At the Hebrew University of Jerusalem, researchers have found a surprising new way to fight the flu—with help from a compound found in chocolate.

Their study, published in Proceedings of the National Academy of Sciences, reveals a drug combination that performs better than current treatments, including Tamiflu, especially against drug-resistant strains.

“We’re not just offering a better flu drug,” said Prof. Isaiah Arkin, the study’s lead author. “We’re introducing a new way to target viruses—one that may help us prepare for future pandemics.”

The treatment pairs theobromine, a molecule found in chocolate, with a lesser-known compound called arainosine.

Outsmarting an Evolving Virus With A Bit of Help From Chocolate

Each year, influenza sweeps across the globe, sickening millions and killing hundreds of thousands. In the United States alone, the economic toll exceeds $87 billion annually. Vaccines help, but they must be updated each season. Antiviral drugs like oseltamivir (better known as Tamiflu) are increasingly ineffective as the virus evolves.

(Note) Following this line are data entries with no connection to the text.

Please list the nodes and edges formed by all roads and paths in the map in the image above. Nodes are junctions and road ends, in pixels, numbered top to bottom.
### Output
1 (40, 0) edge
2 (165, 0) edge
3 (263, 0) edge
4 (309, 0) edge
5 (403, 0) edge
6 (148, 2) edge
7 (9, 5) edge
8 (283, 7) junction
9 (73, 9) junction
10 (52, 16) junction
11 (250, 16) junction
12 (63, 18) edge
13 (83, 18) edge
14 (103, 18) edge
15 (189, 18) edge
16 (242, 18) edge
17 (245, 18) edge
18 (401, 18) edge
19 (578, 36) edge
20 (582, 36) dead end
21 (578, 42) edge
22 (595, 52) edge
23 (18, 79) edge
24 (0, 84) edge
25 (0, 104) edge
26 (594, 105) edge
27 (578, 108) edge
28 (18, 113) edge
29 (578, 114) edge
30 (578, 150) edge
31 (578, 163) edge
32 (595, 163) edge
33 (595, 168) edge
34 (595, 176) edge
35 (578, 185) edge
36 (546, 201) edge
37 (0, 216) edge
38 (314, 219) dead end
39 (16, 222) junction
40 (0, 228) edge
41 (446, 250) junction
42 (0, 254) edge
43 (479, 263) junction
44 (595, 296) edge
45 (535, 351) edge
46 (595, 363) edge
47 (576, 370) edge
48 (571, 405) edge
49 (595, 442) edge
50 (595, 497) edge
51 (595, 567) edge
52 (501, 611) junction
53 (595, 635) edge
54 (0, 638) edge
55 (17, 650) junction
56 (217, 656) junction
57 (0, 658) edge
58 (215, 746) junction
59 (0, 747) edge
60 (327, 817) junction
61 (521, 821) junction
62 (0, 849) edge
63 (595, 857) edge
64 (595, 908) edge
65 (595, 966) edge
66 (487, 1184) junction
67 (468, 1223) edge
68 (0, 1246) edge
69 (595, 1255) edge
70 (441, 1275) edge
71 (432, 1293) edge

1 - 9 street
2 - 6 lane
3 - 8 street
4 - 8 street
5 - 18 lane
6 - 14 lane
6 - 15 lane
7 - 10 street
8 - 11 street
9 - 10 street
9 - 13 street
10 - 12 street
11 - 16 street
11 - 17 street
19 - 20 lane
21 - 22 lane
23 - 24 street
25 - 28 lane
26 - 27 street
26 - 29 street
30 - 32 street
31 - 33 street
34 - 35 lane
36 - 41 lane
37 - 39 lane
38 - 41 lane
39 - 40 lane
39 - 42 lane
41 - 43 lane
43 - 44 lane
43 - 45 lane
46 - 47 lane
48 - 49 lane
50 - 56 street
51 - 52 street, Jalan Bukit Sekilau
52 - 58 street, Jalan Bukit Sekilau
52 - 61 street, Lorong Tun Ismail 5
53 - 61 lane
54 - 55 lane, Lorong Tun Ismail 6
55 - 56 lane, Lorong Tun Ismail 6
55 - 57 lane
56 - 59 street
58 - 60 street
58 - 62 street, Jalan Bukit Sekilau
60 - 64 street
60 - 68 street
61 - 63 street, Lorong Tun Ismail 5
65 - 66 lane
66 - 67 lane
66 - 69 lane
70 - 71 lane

The team at Hebrew University decided to try something different. Rather than chasing the virus’s frequently mutating surface proteins, they set their sights on a structure deep in the viral architecture: the M2 ion channel. This tiny molecular gate helps the virus replicate by shuttling protons across its membrane.

That gate, it turns out, is a weakness—but one that viruses have evolved to protect. Early drugs like amantadine targeted the M2 channel, but resistance developed quickly. Prof. Arkin’s team hoped to find a new compound—or combination of compounds—that could close the gate more effectively, and with less risk of resistance.

To do that, they turned to an unlikely ally: bacteria.

E. coli Joins the Flu Battle

Using genetically engineered bacteria, the team built a high-throughput screening system. The idea was elegant: if the M2 channel worked properly inside the bacteria, it would disrupt their growth. But if a compound blocked the channel, the bacteria would recover.

After running thousands of tests on a library of 2,839 repurposed drugs, they found a few promising candidates. One stood out: theobromine, a compound best known for giving chocolate its bitter edge—and making it dangerous for dogs.

Even more intriguing was what happened when they paired theobromine with arainosine, a breakdown product of an older antiviral called vidarabine. At low doses, neither compound did much on its own. But together, they showed striking synergy. In cell cultures infected with H1N1 swine flu or H5N1 avian flu, the duo stopped the virus cold—even when Tamiflu failed.

“Complete protection from virus-induced cellular death is observed at 10 nanomolar of arainosine with 30 nanomolar of theobromine,” the authors reported.

Outpacing Tamiflu—In Mice

The most dramatic test came in live animals. Mice infected with flu were given different doses of the drug combo. At moderate levels, the treatment slashed the amount of viral RNA in the lungs by over 75%. Higher doses offered diminishing returns—an unexpected quirk that may be linked to the drugs’ chemical interactions.

But the real test came with a lethal strain of influenza known as PR8. In untreated mice, body weight plummeted and symptoms worsened. Mice treated with Tamiflu fared better. But the theobromine-arainosine combo did even more: it cut the viral load more dramatically and nearly halted weight loss.

The study noted there was a 15,717-fold reduction in viral RNA compared to a 3,077-fold drop with Tamiflu.

When the Virus Fights Back

One of the most striking findings was how the virus responded—or didn’t respond—to the new treatment. Resistance has long plagued antiviral drugs. But when the researchers used bacterial genetics to simulate years of potential mutations, they found theobromine was unusually resilient.

“The M2 channel is less likely to develop resistance mutations against theobromine,” the authors wrote. By contrast, classic drugs like rimantadine showed clear pathways to resistance. The new combination may not just be more effective—it might also hold up longer.

The reason likely lies in how the drugs interact with the channel. Theobromine appears to block the narrow entrance. Arainosine binds further down the channel. Together, they jam the gate in a way that the virus struggles to evade.

A Universal Approach to Viral Infections?

Ion channels aren’t unique to influenza. They’re found in many viruses, including coronaviruses. That’s what makes this discovery more than a one-hit wonder.

“The outcome of this study represents a new potential treatment option for influenza alongside an approach that is sufficiently general and readily applicable to other viral targets,” the authors wrote.

For now, the next step is to begin human trials. A university spinout company, ViroBlock, is developing the treatment for broader use. There are hurdles ahead, of course—combination therapies are more complex to develop and regulate. But history offers precedent. Paxlovid, the COVID-19 treatment, also relies on a drug pair.

If these early results hold, a chocolate-derived compound may someday sit at the heart of a new generation of flu treatments.